WHAT THE TASK REQUIRES »
Which of the lines below include "Kalender"? Each one should be copied out.

START PROVIDED RECORDS

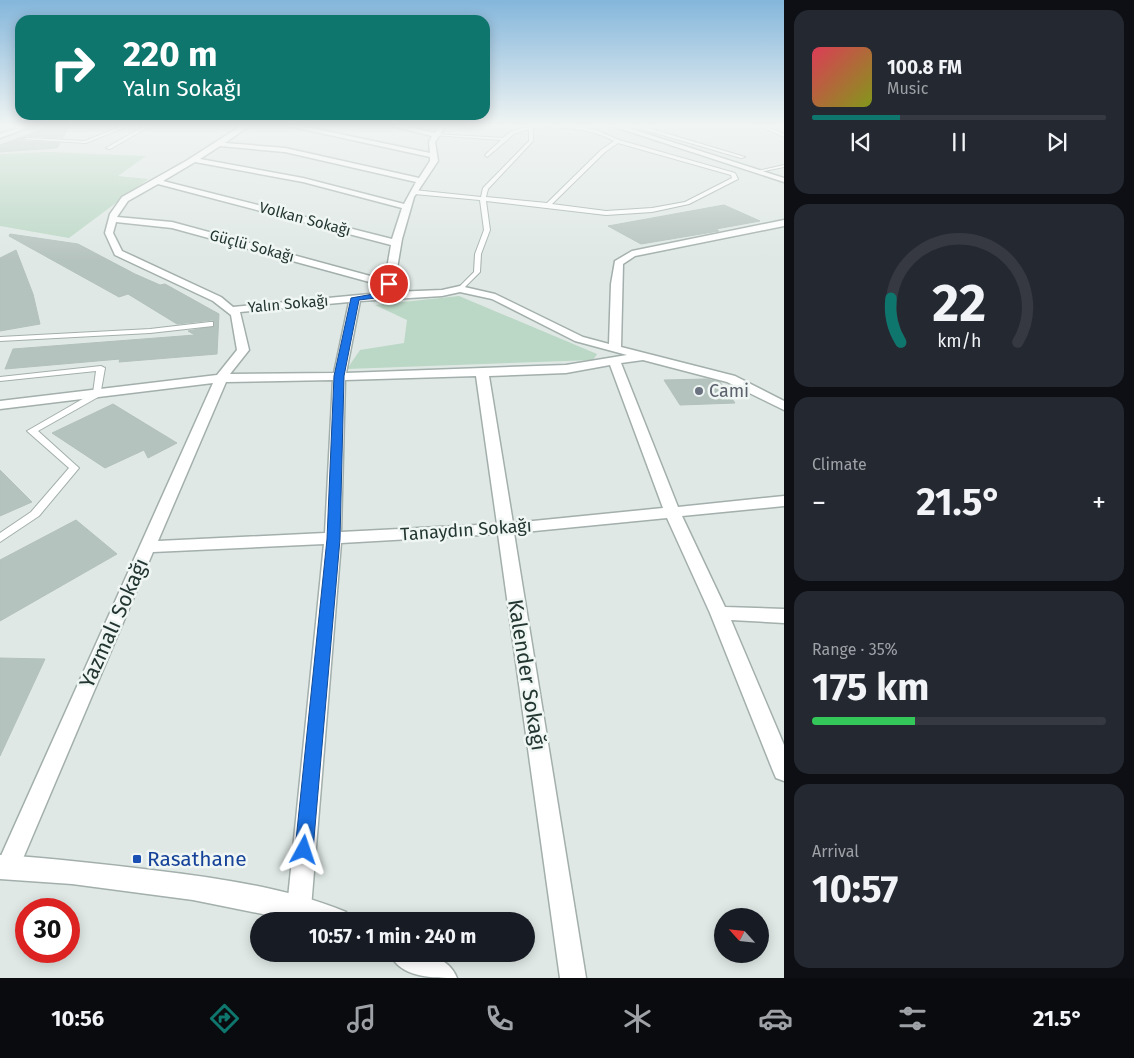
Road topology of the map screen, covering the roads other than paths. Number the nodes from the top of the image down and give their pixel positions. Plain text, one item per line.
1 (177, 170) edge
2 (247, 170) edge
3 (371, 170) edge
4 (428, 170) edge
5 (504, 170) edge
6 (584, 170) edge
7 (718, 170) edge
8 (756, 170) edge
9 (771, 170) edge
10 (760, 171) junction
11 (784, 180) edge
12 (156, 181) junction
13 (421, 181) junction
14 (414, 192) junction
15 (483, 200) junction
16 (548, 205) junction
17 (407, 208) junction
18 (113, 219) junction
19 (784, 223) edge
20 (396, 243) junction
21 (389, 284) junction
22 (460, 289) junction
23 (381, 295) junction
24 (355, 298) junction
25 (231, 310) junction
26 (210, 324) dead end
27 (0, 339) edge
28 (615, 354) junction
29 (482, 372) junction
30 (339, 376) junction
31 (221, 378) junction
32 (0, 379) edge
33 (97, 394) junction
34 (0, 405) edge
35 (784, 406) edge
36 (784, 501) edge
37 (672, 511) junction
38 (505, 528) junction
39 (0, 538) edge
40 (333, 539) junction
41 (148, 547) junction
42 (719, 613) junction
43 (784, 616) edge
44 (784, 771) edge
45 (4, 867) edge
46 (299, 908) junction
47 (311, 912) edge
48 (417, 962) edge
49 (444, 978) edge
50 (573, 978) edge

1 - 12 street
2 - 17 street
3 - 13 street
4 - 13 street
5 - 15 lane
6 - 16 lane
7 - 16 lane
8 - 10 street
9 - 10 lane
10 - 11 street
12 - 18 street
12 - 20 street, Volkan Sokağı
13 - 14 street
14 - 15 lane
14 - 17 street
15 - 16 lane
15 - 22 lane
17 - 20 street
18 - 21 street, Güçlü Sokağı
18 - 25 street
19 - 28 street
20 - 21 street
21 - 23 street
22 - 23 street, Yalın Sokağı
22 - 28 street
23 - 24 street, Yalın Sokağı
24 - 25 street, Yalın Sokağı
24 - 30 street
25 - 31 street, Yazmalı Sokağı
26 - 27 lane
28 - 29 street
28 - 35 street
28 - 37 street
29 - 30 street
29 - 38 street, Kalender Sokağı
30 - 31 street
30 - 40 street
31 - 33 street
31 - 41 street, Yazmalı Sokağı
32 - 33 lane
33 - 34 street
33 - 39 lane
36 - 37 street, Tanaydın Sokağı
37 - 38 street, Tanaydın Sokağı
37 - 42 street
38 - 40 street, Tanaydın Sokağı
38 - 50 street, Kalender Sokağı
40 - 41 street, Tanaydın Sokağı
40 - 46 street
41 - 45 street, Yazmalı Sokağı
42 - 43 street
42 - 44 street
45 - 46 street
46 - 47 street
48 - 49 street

END PROVIDED RECORDS

EXERCISE OUTPUT »
29 - 38 street, Kalender Sokağı
38 - 50 street, Kalender Sokağı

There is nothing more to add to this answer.